È l'esito dell’ispezione amministrativa disposta dal presidente della Regione siciliana, Renato Schifani. Non convincono le dichiarazioni di un custode
Gli allarmi del Museo Regionale di Messina funzionavano la sera di Ferragosto, quella del clamoroso furto delle opere di Antonello da Messina. È l'esito dell' ispezione amministrativa disposta dal presidente della Regione siciliana, Renato Schifani al MuMe che hanno confermato «il buon funzionamento degli allarmi» ma anche «le criticità nell'applicazione da parte dei custodi delle procedure previste dai protocolli di sicurezza».
Il sopralluogo è stato effettuato ieri al Mume dal dirigente generale del dipartimento dei Beni culturali, Mario La Rocca. Il Dipartimento attende anche alcune integrazioni alla relazione consegnata nei giorni scorsi dalla direttrice del museo e solo dopo assumerà la decisione sull'eventuale apertura del procedimento disciplinare nei confronti dei quattro custodi in servizio a Ferragosto quando è stato commesso il furto delle preziose tavole che valgono decine di milioni di euro. I custodi sono stati messi in ferie e trasferiti in altre sedi in attesa delle determinazioni amministrative.
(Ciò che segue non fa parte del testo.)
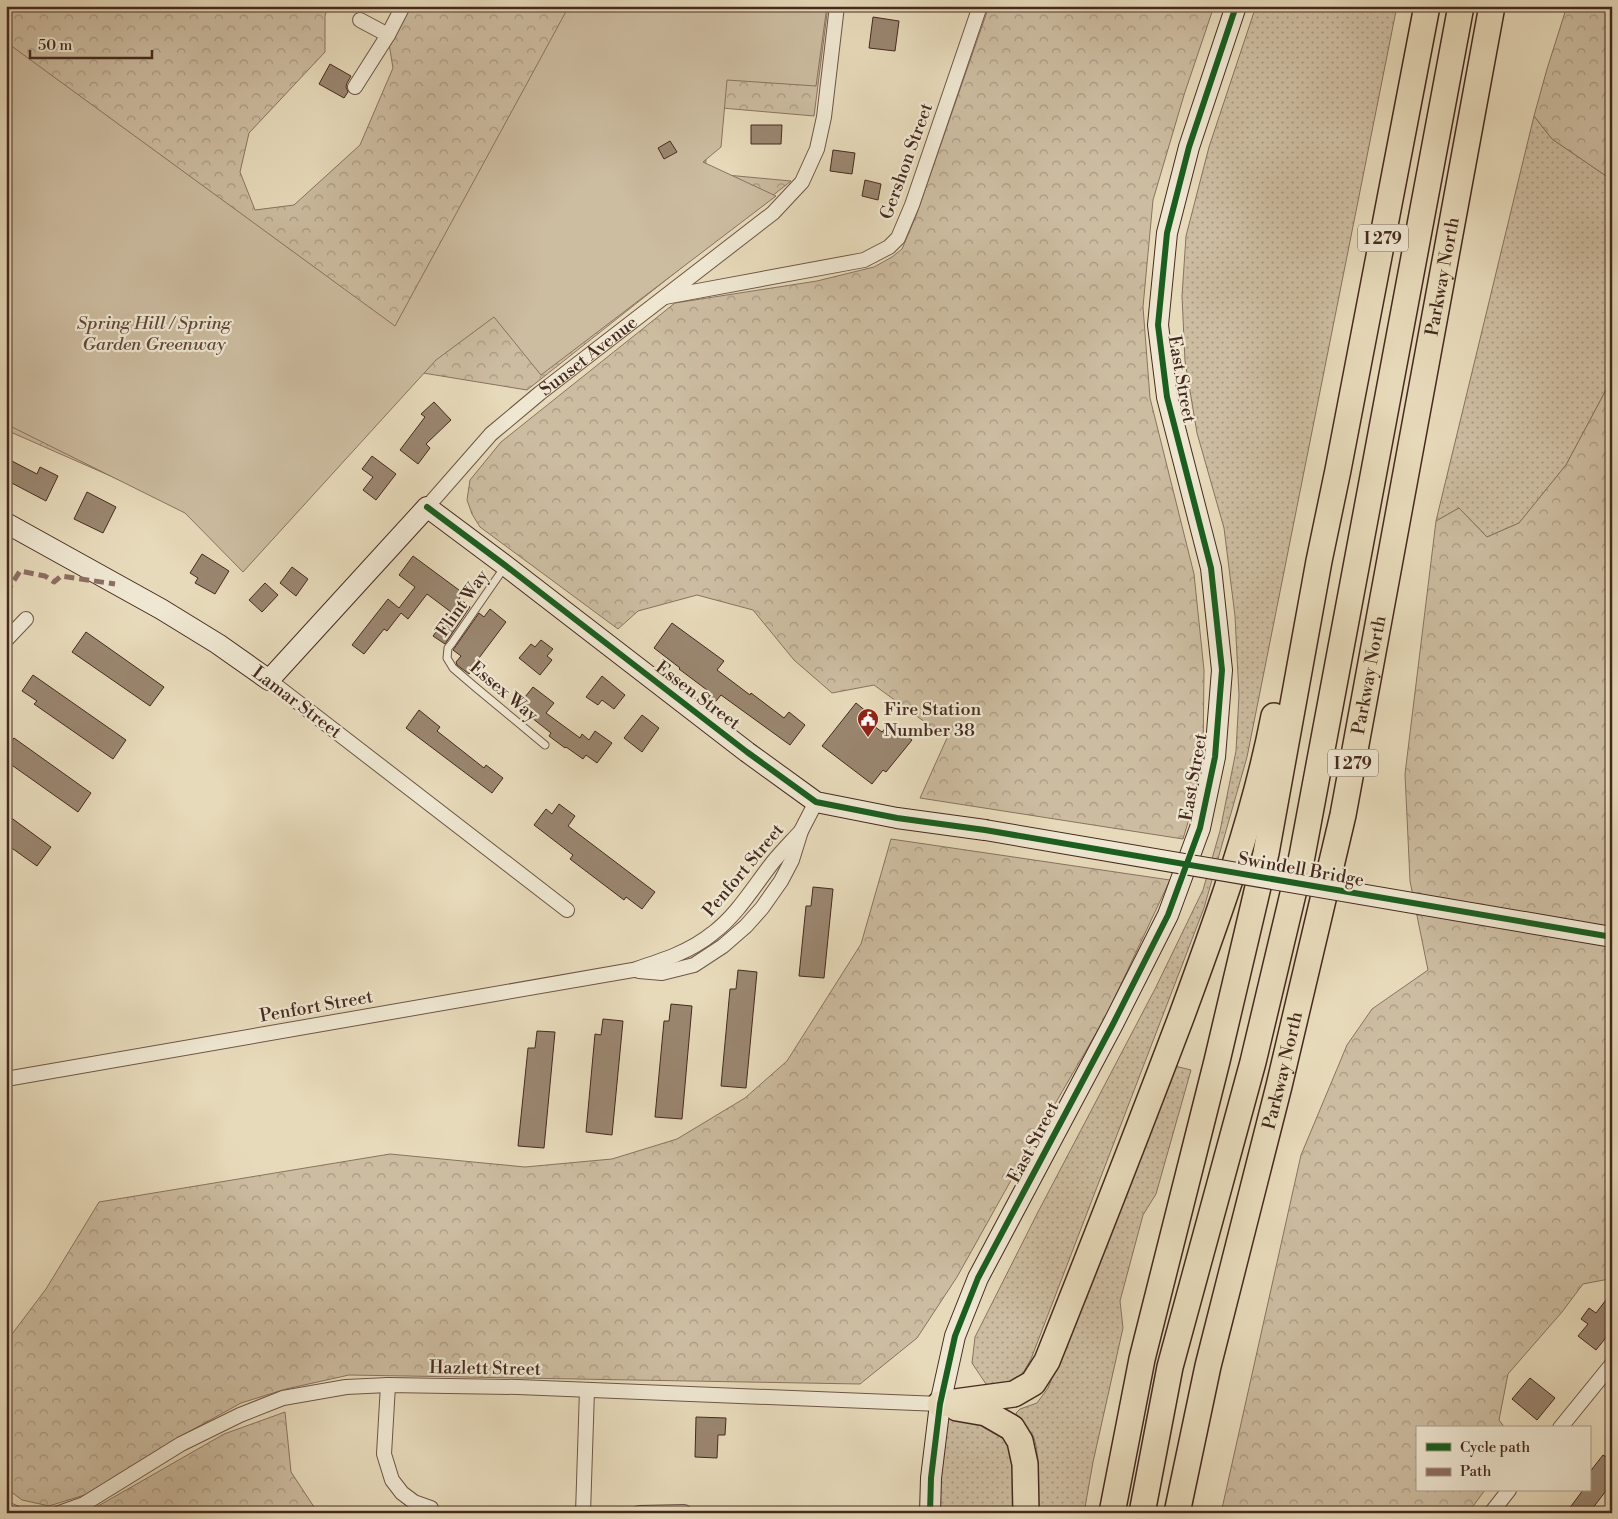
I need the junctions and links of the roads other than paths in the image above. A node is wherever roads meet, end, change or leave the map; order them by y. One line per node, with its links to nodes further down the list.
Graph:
1 (403, 6): 9 (street)
2 (837, 6): 11 (street, Sunset Avenue)
3 (980, 6): 11 (street, Gershon Street)
4 (1236, 6): 29 (street, East Street)
5 (1427, 6): 14 (highway, I 279)
6 (1461, 6): 42 (highway)
7 (1492, 6): 43 (highway, Parkway North / I 279)
8 (360, 20): 9 (street)
9 (388, 36): 10 (street)
10 (355, 87)
11 (662, 298): 12 (street, Sunset Avenue)
12 (427, 507): 15 (street, Essen Street); 19 (street, Sunset Avenue)
13 (6, 523): 19 (street, Lamar Street)
14 (1319, 561): 29 (highway); 41 (highway, I 279)
15 (506, 566): 18 (lane, Flint Way); 21 (street, Essen Street)
16 (26, 620): 17 (street)
17 (6, 640)
18 (447, 658): 20 (lane, Essex Way)
19 (269, 680): 23 (street, Lamar Street)
20 (545, 745)
21 (816, 802): 22 (street, Essen Street); 25 (street, Penfort Street)
22 (984, 830): 24 (street, Swindell Bridge, bridge)
23 (567, 910)
24 (1612, 937)
25 (6, 1078)
26 (1612, 1364): 30 (street)
27 (388, 1385): 28 (street, Hazlett Street); 32 (street); 36 (street, Hazlett Street)
28 (587, 1390): 29 (street, Hazlett Street); 37 (street)
29 (940, 1404): 39 (street, East Street); 40 (highway)
30 (1562, 1426)
31 (1507, 1492): 44 (street)
32 (431, 1508)
33 (6, 1509): 35 (street)
34 (684, 1512): 38 (street)
35 (15, 1513)
36 (59, 1513)
37 (583, 1513)
38 (640, 1513)
39 (930, 1513)
40 (1026, 1513)
41 (1112, 1513)
42 (1142, 1513)
43 (1177, 1513)
44 (1491, 1513)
Intanto, uno dei custodi del Museo Accascina potrebbe essere iscritto nel registro degli indagati per false dichiarazioni ai pm nell’ambito delle indagini sul furto. Era in servizio insieme agli altri tre colleghi e le sue dichiarazioni, rese nei giorni scorsi a Palazzo Piacentini in qualità di testimone, non avrebbero convinto i magistrati tanto che ad un certo punto la sua audizione è stata sospesa per le troppe contraddizioni con gli altri dipendenti. Ancora la sua posizione non sarebbe cambiata, ma non è detto che da persona informata sui fatti possa diventare un indagato. Secondo alcune indiscrezioni, il custode avrebbe parlato della vicenda dell' allarme spento, ma troppe cose non tornano nel suo racconto, soprattutto rispetto alla cronologia degli eventi. Gli inquirenti vogliono capire se nella squadra dei custodi ci fosse una talpa, anche alla luce del fatto che, secondo quanto è emerso dalle indagini, i due ladri si sarebbero mossi all’interno del museo con grande sicurezza.